The night-time clue: pressure is usually highest when demand is lowest — overnight. That's exactly when leakage and burst risk peak, and exactly the window most networks never see because no one is watching. Continuous pressure monitoring turns that blind spot into your biggest saving.

What "managing pressure" actually means

  • Monitor by zone. Pressure loggers across district metering areas (DMAs) reveal the real pressure profile of each zone, including the night peak and any transients.
  • Reduce where it's too high. Pressure-reducing valves (PRVs) hold a zone at a target pressure. The best results come from modulated control — varying the setpoint by time of day or by flow — so you keep just enough pressure for service and no more.
  • Tame transients. Smooth, controlled pressure (avoiding sudden surges from pump starts and valve operations) extends pipe life as much as the average reduction does.
  • Protect service. The goal is the minimum pressure that still delivers acceptable service to the highest or furthest connection — managed down carefully, not blindly cut.

How to set it up

  1. Monitor pressure by zone. Install loggers across your DMAs and capture the real profile — day and night.
  2. Find the over-pressured zones. Identify zones running higher than they need to, especially at low-demand night hours when pressure and burst risk peak.
  3. Manage pressure down. Add or tune PRVs — ideally time- or flow-modulated — to hold pressure at the minimum that still meets the service standard.
  4. Verify the reduction. Track burst frequency, night flow and leakage before and after, confirming the saving while protecting service levels.
  5. Make it continuous. Keep pressure monitored and alarmed so drift, transients and PRV faults are caught before they cause a burst.

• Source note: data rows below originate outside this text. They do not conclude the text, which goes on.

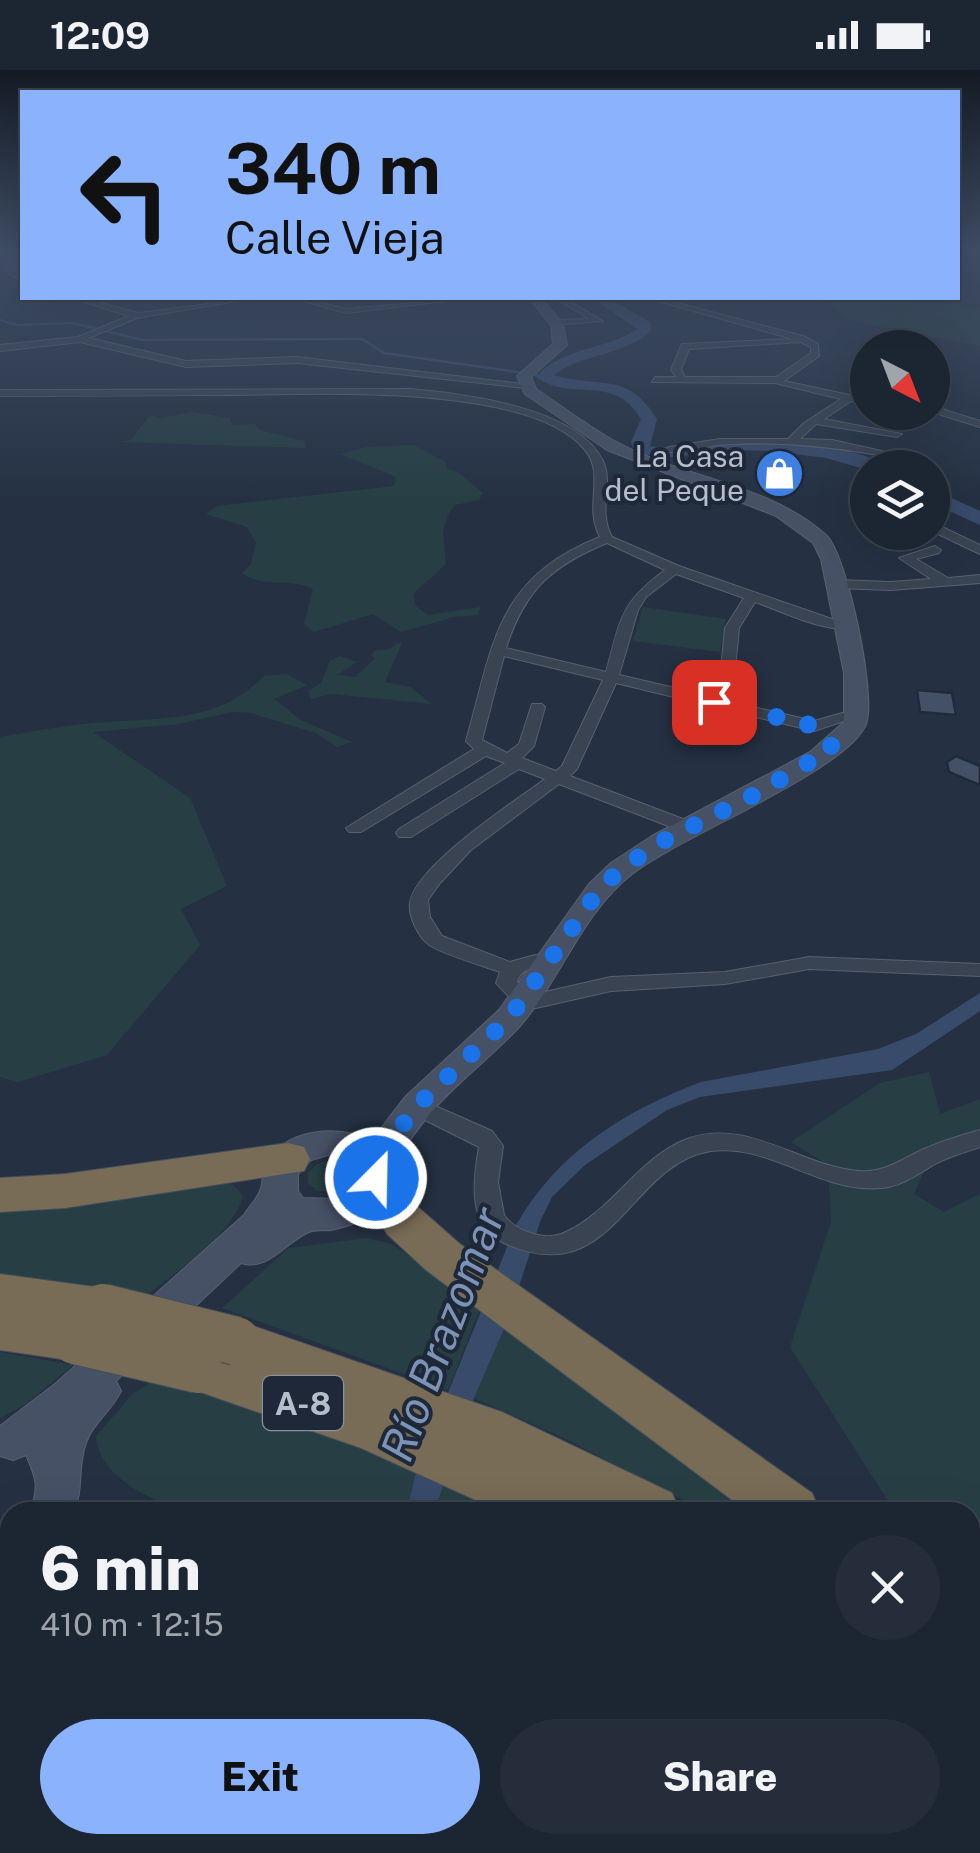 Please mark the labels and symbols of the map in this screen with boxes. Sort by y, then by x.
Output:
north arrow [850,330,950,430]
place label: La Casa del Peque [605,438,744,508]
shop icon: La Casa del Peque [753,447,805,499]
pin [672,660,757,745]
position arrow [324,1126,428,1230]
water label: Río Brazomar [369,1199,515,1468]
road number: A-8 [263,1376,343,1430] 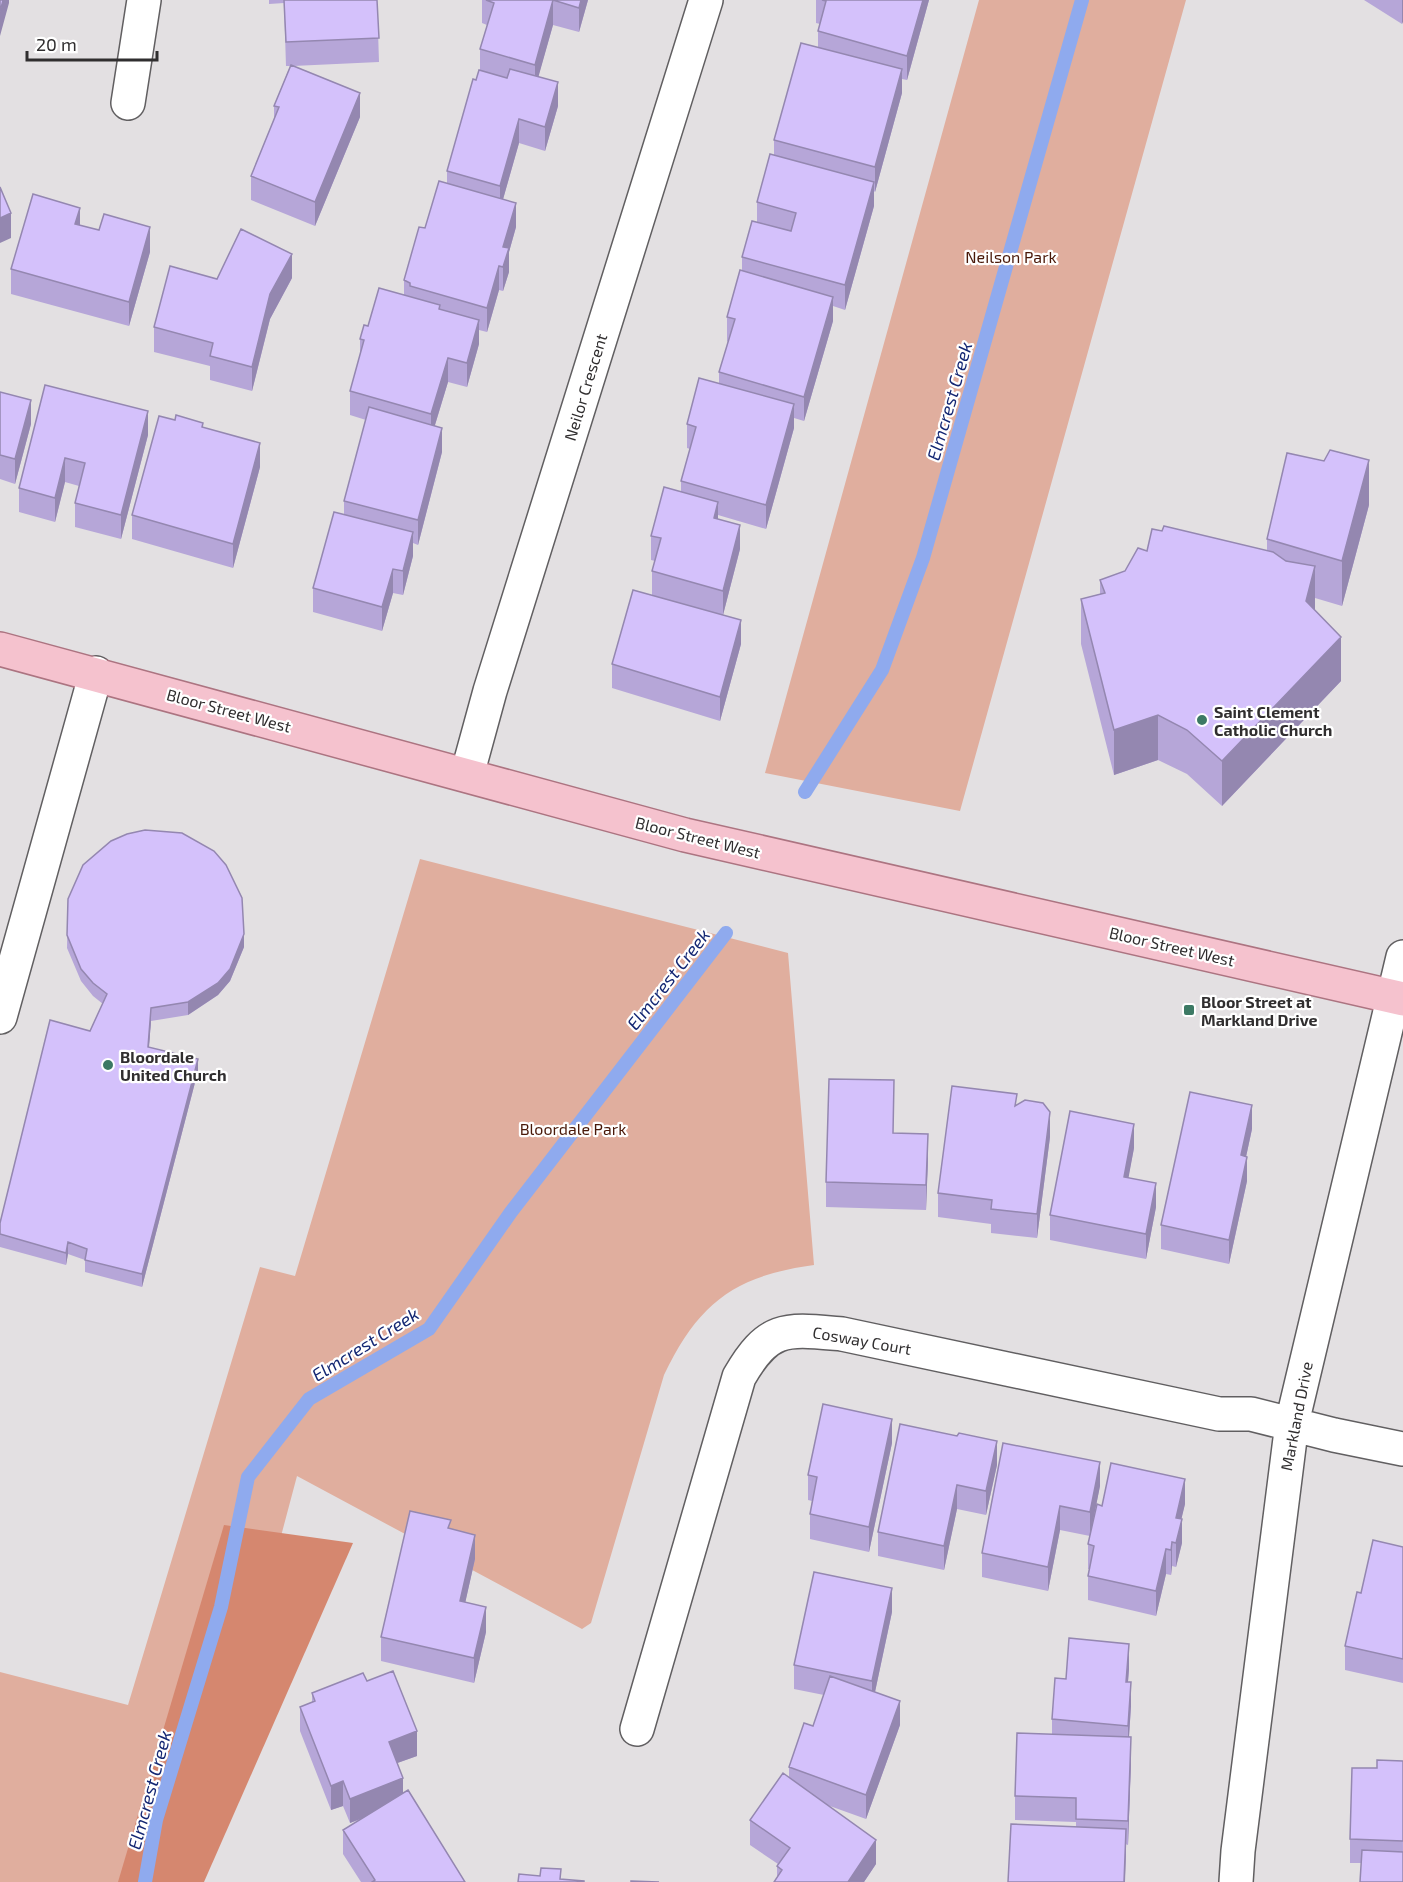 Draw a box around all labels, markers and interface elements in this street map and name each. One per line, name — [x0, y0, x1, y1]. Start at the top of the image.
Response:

How it fits non-revenue water

Pressure management and leak detection are two halves of the same programme. District metering and night-flow analysis tell you where the losses are; pressure management is one of the most effective ways to reduce them — and it works on the whole zone at once, including the countless small leaks too minor to find and dig up individually. Done together, you locate the big leaks and suppress the background losses at the same time. It also buys time on a deteriorating network: lower, smoother pressure means fewer new bursts while you work through repairs and replacements.

This is part of how we deliver non-revenue water reduction and water management on the in-house addaNet platform — continuous pressure and flow monitoring by zone, PRV and transient visibility, and alerting, engineered for South African networks with edge buffering through load shedding so the night-time record (where the saving lives) is never lost.

Frequently asked questions

How does reducing pressure cut water loss?

Every existing leak loses more water at higher pressure, and the relationship is non-linear — so a modest pressure reduction produces a disproportionately large drop in background leakage. Lower pressure also reduces the fatigue that causes bursts on ageing pipes, cutting both the loss you can't see and the failures you can.

Won't lower pressure leave customers short?

No, if it's done properly. The aim is the minimum pressure that still meets the service standard at the highest or furthest connection — not a blind cut. Continuous monitoring and modulated pressure-reducing valves keep just enough pressure for service while removing the wasteful excess, especially at night.

Why does night-time pressure matter so much?

Demand is lowest overnight, so pressure is highest — which means leakage and burst risk peak exactly when no one is watching. Continuous monitoring exposes that night peak, and modulating pressure down during low-demand hours captures the biggest, easiest saving.

How does pressure management relate to leak detection?

They're complementary. District metering and night-flow analysis locate where losses are concentrated so crews can fix specific leaks; pressure management reduces losses across a whole zone at once, including the many small leaks not worth finding individually. Run together, they locate the big losses and suppress the background ones.

What does the IoT add over a standalone PRV?

Visibility and control. Continuous pressure monitoring shows whether a valve is doing its job, catches transients and drift, alarms on PRV faults before they cause a burst, and lets you modulate setpoints by time or flow — turning a set-and-forget valve into actively managed pressure, with the record to prove the saving.